Бункер, к моему удивлению, оказался вовсе не подземным. Внутри серого казарменного здания скрывалось несколько комнат — кабинет, столовая, спальня, ванная и кухня. Был даже крошечный садик японского типа.
Эго все почему-то и называлось бункером.
— Потрогайте, — предложил мне, улыбаясь, сопровождавший меня капитан. Я потрогал одно растение, другое — все они были из пластика. Антинародная диктатура и есть пластиковый сад. сколько бы ни восторгались придворные подхалимы плодами диктатуры, их нельзя ни поесть, ни понюхать.
На кожаном кресле Сомосы осталась пулевая дырка — это выстрелил сандинистский боец, выстрелил от ярости, не нрйдя тирана в его логове. Мне рассказали, что в ночь захвата бункера солдаты спали здесь, не снимая ботинок, — кто в алькове Сомо-сы, кто на диване, кто на полу. В ванную с искусственными волнами выстроилась очередь. А какая-то бездомная женщина с ребенком прикорнула прямо в кресле Сомосы, и ребенок прилежно расковырял пулевую дырку, выколупывая набивку пальчиком.
Меня поразило то, что в бункере не было ни одной книги.
— Он не читал даже газет, потому что заранее знал все, что в них будет написано… — презрительно сказал капитан.

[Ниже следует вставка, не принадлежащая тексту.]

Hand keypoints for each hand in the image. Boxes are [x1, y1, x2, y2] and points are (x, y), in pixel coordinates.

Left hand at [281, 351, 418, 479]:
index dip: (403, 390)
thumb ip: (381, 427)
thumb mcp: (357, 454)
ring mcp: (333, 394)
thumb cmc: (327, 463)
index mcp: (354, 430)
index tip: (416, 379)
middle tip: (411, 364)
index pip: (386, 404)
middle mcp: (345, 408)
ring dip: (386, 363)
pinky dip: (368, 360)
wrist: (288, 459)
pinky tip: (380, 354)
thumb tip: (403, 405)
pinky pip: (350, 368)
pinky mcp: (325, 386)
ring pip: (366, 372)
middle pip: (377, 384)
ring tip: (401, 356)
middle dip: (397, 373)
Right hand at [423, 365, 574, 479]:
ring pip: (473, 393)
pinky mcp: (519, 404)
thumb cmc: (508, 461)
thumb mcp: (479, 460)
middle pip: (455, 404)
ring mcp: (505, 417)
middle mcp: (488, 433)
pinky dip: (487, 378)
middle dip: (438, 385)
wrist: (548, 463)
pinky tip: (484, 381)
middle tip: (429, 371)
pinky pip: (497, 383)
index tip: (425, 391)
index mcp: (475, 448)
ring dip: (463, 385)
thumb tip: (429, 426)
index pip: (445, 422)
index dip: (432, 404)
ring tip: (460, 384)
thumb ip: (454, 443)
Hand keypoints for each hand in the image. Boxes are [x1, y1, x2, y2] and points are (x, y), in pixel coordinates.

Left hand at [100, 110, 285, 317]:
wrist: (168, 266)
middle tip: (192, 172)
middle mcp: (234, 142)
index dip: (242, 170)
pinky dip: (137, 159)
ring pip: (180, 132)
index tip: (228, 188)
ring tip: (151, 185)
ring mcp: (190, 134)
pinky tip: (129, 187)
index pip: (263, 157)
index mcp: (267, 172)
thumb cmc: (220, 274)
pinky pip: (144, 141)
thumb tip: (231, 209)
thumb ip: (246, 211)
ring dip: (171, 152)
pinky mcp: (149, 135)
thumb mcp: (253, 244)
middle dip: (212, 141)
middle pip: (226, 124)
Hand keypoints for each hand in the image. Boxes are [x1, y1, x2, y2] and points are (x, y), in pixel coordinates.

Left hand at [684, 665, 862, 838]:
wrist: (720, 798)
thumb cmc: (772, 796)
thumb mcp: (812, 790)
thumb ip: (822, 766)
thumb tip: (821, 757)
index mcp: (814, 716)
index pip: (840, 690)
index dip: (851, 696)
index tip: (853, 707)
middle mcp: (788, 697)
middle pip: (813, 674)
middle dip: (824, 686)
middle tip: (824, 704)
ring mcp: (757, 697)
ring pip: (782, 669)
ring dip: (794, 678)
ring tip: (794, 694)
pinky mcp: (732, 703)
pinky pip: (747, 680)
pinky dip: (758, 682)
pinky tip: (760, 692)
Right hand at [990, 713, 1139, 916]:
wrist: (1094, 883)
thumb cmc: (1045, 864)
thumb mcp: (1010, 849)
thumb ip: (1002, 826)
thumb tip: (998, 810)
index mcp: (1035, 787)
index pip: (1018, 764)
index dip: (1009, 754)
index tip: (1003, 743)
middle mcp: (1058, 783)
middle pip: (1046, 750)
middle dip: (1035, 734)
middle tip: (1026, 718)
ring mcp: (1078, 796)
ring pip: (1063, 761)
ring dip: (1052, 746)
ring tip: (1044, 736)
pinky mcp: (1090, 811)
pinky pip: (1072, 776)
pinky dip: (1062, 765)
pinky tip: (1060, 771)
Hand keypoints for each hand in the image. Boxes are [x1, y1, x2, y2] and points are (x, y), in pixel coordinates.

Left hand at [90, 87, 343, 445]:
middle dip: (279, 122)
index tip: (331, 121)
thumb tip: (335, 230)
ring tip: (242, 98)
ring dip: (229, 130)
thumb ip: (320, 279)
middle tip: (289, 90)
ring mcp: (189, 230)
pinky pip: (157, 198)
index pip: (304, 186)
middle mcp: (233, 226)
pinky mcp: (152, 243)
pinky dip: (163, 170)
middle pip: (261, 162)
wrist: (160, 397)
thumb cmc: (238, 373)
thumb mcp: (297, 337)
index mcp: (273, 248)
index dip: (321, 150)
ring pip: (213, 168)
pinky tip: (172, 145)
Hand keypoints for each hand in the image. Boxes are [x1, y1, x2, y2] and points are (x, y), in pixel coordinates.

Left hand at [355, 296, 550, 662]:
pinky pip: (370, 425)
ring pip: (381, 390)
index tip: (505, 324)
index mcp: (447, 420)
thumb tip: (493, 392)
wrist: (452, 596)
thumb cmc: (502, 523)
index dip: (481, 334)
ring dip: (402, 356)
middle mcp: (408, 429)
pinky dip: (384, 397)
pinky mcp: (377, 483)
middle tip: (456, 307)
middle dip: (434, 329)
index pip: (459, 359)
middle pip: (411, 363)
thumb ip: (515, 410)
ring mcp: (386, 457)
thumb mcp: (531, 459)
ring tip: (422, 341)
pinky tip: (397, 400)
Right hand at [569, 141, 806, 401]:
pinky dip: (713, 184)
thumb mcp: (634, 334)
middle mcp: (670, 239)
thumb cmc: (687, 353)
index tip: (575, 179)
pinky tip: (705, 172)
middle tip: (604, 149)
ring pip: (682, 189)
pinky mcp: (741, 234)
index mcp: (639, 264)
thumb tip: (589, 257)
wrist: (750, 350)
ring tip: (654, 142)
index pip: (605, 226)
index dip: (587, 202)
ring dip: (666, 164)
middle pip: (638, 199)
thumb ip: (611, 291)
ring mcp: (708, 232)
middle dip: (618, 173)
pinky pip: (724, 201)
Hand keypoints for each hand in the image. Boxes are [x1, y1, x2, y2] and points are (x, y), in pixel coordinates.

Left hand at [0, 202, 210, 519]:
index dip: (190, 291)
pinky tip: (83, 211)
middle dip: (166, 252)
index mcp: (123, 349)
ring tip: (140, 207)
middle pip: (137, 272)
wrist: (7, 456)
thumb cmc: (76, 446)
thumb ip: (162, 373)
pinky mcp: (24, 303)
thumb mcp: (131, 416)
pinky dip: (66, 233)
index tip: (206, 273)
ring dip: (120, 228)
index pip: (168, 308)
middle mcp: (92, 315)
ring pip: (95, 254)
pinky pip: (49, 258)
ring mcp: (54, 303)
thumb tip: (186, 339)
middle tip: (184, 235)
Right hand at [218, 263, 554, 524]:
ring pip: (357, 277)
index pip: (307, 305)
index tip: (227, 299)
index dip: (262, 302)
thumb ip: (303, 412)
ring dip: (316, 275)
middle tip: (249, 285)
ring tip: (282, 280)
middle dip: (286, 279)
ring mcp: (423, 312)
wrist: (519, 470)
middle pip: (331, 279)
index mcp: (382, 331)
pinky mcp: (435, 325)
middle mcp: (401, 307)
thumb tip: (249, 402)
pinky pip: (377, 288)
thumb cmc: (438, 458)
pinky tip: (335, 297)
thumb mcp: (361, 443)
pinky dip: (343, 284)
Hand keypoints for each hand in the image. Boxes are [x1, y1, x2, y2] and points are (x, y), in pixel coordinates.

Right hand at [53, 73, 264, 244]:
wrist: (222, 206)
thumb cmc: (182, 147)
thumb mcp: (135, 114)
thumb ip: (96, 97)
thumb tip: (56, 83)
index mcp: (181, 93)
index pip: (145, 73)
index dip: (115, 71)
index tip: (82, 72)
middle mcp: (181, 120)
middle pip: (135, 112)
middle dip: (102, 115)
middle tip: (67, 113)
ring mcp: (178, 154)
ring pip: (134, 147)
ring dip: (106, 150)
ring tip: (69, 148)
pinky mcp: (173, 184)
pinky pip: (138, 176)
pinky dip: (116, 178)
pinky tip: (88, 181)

После падения военной диктатуры в Аргентине на Международную книжную ярмарку 1984 года в Буэнос-Айресе выплеснулось буквально все, что было под запретом. Впервые за столькие годы на стендах стояла бывшая нелегальная литература — Маркс, Энгельс, Ленин, Хосе Марти, Че Гевара, Фидель Кастро. Лавина свободы несла с собой что угодно. Кропоткин и Бакунин соседствовали с иллюстрированной историей борделей, Мао Цзэдун — с «Камасутрой», а Троцкий и Бухарин — со шведским бестселлером «Исповедь лесбиянки». Итальянского писателя И тал о Кальвино аргентинцы чуть не разорвали от восторга, когда он вскользь бросил на читательской конференции банальное в Европе мазохистское выражение левых интеллектуалов: «Мы все изолгались. Пора кончать». Не в состоянии осмыслить ни бросаемых ему под ноги цветов, ни ярко-красных следов помады, припечатываемых ему на щеки губами рыдающих аргентинок, Кальвино растерянно хлопал глазами. Он просто, наверно, забыл или не знал, что еще год тому назад, когда на улицах Буэнос-Айреса собиралось больше чем два-три человека, их арестовывали, и часто они исчезали без суда и следствия, расстрелянные и задушенные где-нибудь в застенках и на пустырях или утопленные в море. Во многих случаях их трупы бросали в строительные котлованы и вмуровывали в бетонные фундаменты новых отелей и банков. Так появилось в Аргентине страшное слово «desaparecidos» — исчезнувшие.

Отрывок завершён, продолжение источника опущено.